---------- EXERCISE MATERIALS ----------
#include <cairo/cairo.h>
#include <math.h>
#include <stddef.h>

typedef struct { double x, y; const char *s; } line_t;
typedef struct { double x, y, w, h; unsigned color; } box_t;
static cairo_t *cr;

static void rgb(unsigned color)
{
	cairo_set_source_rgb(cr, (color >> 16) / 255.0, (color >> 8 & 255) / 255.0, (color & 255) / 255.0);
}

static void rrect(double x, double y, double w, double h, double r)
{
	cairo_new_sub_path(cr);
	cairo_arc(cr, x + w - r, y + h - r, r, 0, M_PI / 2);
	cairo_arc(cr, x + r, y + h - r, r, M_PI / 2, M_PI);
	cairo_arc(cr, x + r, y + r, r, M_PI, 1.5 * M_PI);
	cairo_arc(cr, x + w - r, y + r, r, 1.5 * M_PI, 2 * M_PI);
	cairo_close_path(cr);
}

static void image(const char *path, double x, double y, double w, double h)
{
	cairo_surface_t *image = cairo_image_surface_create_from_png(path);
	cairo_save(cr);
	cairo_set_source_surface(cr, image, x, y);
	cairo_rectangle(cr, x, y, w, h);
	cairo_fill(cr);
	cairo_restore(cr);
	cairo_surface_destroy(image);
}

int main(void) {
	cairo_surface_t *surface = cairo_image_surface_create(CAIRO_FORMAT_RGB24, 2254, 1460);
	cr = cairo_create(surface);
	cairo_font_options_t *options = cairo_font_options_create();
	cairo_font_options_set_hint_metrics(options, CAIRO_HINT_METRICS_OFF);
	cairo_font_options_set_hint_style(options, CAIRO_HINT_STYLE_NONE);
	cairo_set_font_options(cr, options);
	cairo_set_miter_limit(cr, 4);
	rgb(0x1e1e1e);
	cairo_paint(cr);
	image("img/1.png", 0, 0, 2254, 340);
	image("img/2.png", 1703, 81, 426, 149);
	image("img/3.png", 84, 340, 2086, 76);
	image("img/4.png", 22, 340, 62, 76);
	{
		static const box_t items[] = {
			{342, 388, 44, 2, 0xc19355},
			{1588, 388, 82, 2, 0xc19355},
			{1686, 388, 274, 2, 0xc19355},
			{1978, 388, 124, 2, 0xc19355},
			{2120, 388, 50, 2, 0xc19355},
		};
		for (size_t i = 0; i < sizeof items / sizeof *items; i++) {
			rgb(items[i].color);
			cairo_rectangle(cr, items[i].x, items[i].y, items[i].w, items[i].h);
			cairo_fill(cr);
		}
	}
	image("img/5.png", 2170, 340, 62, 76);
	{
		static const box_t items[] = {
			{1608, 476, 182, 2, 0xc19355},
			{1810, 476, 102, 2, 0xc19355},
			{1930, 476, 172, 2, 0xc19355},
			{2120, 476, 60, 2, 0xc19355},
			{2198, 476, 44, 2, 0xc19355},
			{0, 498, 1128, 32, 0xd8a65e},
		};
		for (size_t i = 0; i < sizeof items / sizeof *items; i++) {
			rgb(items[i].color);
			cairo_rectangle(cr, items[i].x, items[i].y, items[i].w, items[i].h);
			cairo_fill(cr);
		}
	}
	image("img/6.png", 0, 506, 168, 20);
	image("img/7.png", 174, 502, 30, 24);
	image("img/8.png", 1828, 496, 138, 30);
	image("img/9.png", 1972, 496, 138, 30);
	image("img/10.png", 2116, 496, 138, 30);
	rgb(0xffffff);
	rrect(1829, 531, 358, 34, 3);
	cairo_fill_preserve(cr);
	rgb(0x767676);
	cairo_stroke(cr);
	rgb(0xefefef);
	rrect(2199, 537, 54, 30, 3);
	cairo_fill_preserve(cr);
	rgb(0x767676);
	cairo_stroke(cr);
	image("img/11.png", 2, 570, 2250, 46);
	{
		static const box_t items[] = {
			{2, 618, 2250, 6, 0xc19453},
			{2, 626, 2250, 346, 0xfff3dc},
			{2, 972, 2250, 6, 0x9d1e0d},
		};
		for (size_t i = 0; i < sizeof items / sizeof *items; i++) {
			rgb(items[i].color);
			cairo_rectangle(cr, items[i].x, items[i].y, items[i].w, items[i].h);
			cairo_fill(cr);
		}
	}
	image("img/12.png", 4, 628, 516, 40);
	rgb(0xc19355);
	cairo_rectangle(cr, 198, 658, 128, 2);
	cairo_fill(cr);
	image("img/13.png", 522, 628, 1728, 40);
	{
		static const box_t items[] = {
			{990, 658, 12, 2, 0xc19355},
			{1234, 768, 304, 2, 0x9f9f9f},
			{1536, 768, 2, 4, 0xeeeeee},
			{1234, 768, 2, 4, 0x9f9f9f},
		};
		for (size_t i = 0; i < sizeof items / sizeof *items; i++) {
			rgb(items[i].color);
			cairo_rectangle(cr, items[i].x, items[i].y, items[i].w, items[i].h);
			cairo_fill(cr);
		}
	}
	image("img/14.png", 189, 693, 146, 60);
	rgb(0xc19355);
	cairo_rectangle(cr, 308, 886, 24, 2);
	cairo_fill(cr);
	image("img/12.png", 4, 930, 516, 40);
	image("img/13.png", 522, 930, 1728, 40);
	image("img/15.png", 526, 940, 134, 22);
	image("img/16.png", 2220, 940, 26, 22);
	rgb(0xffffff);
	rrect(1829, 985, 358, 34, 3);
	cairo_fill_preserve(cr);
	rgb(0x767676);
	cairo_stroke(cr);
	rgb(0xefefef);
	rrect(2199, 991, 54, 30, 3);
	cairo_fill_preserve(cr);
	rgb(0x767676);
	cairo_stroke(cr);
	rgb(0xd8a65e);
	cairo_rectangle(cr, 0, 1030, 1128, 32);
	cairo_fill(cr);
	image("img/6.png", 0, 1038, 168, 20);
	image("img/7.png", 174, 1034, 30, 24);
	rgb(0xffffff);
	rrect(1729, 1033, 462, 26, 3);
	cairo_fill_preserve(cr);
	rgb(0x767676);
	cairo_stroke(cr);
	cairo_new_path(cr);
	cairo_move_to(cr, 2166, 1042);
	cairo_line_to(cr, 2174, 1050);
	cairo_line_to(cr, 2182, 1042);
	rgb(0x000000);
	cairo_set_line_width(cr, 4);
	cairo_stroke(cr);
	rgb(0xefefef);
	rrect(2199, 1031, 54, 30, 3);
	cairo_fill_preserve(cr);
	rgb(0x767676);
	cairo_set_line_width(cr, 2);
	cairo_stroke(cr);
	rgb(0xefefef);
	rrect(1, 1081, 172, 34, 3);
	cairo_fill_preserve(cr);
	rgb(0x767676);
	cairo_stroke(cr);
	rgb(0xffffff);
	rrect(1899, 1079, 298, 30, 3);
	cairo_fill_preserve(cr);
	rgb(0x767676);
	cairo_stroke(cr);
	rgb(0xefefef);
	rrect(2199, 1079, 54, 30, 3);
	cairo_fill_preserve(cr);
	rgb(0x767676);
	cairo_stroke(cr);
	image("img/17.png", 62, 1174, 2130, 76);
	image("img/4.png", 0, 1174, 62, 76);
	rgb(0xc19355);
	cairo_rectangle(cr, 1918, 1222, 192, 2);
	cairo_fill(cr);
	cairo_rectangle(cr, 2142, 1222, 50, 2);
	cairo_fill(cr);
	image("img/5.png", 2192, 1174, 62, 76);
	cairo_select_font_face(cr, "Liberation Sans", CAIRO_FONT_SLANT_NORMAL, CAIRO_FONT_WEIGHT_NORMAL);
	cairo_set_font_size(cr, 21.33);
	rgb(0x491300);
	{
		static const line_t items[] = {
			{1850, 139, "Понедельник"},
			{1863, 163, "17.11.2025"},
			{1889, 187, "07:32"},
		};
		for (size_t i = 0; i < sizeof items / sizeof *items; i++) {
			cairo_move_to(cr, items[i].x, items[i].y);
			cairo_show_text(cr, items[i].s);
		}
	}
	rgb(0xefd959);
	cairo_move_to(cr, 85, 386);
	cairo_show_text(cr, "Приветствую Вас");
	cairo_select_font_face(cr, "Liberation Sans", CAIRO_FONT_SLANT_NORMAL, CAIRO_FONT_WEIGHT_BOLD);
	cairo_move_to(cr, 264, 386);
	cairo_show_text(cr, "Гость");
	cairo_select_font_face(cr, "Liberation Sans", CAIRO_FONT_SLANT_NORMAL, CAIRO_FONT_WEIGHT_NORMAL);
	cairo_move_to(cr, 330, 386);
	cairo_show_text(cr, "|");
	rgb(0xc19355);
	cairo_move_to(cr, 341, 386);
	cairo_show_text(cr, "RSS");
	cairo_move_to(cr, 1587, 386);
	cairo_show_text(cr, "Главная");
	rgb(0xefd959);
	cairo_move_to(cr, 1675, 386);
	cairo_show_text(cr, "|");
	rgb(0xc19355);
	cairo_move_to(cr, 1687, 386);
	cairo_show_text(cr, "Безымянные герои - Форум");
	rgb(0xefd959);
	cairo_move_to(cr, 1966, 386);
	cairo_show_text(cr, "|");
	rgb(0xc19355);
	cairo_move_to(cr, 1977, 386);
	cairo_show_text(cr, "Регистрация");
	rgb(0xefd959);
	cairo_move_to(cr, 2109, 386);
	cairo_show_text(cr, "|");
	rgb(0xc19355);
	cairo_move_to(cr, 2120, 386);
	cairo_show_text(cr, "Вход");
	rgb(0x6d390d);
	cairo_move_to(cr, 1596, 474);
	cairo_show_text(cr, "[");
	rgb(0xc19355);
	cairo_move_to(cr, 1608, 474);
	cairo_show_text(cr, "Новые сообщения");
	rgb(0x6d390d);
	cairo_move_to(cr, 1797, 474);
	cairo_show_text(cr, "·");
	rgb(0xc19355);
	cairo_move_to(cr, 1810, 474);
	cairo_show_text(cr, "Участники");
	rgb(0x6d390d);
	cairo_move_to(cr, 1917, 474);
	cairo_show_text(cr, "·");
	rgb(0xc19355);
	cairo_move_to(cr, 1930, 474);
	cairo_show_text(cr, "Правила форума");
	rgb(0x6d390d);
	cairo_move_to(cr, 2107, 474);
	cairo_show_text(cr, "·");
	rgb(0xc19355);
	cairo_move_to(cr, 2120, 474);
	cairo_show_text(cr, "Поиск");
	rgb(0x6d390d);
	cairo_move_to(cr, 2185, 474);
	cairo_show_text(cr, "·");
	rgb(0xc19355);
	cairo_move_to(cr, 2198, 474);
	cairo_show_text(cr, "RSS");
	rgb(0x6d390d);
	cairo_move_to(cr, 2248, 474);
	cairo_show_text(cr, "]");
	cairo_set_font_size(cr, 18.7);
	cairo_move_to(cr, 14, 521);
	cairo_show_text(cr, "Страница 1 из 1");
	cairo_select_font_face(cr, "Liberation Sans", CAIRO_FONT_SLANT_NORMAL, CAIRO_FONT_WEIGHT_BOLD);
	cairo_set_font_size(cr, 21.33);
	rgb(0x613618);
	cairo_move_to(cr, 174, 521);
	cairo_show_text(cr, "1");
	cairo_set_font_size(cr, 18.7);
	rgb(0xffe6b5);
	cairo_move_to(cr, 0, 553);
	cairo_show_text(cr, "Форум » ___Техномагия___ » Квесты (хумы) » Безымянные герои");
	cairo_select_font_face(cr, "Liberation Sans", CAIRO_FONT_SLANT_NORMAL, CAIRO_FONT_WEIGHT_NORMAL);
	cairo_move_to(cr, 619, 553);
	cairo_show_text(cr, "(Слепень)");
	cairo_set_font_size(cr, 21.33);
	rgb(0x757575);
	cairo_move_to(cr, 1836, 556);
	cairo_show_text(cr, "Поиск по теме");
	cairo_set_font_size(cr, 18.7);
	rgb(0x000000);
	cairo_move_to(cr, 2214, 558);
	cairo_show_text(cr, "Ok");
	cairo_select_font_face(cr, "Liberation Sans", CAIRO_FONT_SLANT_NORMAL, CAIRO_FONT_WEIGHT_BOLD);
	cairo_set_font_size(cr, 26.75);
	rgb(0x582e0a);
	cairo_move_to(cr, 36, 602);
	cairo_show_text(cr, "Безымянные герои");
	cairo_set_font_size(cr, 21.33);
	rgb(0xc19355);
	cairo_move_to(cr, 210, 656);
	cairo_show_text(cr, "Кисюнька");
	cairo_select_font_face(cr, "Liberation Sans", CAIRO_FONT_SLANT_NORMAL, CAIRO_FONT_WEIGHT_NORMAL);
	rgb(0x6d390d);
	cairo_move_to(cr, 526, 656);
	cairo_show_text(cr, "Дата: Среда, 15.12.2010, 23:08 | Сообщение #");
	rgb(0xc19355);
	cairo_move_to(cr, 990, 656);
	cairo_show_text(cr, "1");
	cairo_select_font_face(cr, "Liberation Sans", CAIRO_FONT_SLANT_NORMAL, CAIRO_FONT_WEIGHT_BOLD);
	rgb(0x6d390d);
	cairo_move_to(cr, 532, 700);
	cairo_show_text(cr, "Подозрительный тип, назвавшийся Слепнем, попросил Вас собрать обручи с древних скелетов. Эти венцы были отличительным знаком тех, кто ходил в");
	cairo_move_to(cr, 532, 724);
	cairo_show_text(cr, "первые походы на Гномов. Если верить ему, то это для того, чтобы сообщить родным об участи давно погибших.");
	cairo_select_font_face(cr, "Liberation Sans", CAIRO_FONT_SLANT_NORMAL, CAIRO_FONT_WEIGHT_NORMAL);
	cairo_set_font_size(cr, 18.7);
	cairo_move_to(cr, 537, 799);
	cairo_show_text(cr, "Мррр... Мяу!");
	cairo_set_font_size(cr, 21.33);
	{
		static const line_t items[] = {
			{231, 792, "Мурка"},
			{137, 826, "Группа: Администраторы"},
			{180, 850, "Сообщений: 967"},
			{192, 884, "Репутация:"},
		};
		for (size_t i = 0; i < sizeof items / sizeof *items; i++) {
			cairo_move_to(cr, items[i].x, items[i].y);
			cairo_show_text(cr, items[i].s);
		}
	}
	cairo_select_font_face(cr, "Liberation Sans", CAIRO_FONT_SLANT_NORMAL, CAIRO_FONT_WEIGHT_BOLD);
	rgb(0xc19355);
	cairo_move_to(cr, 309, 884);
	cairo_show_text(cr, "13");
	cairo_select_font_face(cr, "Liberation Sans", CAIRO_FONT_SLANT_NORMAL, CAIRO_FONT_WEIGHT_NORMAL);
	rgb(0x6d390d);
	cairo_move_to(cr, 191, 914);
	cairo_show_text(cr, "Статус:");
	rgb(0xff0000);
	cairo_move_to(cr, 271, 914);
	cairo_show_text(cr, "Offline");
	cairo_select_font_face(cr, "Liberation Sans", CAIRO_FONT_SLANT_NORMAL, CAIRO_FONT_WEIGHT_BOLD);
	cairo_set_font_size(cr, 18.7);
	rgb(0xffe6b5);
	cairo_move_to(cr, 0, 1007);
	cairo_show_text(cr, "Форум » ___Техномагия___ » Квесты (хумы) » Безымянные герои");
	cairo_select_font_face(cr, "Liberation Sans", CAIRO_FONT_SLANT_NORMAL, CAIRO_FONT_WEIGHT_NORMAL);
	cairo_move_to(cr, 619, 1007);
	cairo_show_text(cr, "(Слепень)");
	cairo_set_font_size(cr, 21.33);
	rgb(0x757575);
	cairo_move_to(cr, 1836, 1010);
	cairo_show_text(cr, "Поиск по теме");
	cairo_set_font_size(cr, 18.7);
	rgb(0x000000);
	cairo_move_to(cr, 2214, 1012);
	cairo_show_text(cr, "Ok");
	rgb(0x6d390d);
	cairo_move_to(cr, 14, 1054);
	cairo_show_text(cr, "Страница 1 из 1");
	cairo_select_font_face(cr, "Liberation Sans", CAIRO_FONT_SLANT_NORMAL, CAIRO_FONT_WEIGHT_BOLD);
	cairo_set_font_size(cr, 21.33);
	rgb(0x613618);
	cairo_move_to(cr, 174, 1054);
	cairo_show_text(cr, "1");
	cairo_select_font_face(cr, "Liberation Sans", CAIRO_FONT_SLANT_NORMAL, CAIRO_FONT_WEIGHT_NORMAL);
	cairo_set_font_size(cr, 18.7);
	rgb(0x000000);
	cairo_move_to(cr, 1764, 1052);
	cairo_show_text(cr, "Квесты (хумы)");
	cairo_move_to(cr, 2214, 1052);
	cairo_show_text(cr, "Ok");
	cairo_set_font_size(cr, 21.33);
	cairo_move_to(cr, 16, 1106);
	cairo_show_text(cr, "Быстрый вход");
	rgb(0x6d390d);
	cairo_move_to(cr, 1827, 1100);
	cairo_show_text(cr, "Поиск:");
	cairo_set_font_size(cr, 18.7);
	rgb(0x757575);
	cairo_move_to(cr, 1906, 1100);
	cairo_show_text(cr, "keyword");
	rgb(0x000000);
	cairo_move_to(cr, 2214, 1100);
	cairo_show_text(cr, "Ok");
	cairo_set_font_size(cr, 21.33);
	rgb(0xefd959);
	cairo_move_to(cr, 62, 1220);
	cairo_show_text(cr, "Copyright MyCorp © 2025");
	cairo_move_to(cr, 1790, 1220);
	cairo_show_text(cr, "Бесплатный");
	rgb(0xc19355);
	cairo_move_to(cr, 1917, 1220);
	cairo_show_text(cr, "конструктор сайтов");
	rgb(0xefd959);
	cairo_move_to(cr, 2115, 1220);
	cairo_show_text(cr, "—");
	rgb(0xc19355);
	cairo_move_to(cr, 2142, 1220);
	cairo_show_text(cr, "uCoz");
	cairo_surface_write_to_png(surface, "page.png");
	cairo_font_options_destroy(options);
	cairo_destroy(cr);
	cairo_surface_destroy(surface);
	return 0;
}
----------
=== REQUIREMENT ===
Which lines of the data above contain the string "Поиск"? Copy each of them.

=== ANSWER SPACE ===
	cairo_show_text(cr, "Поиск");
	cairo_show_text(cr, "Поиск по теме");
	cairo_show_text(cr, "Поиск по теме");
	cairo_show_text(cr, "Поиск:");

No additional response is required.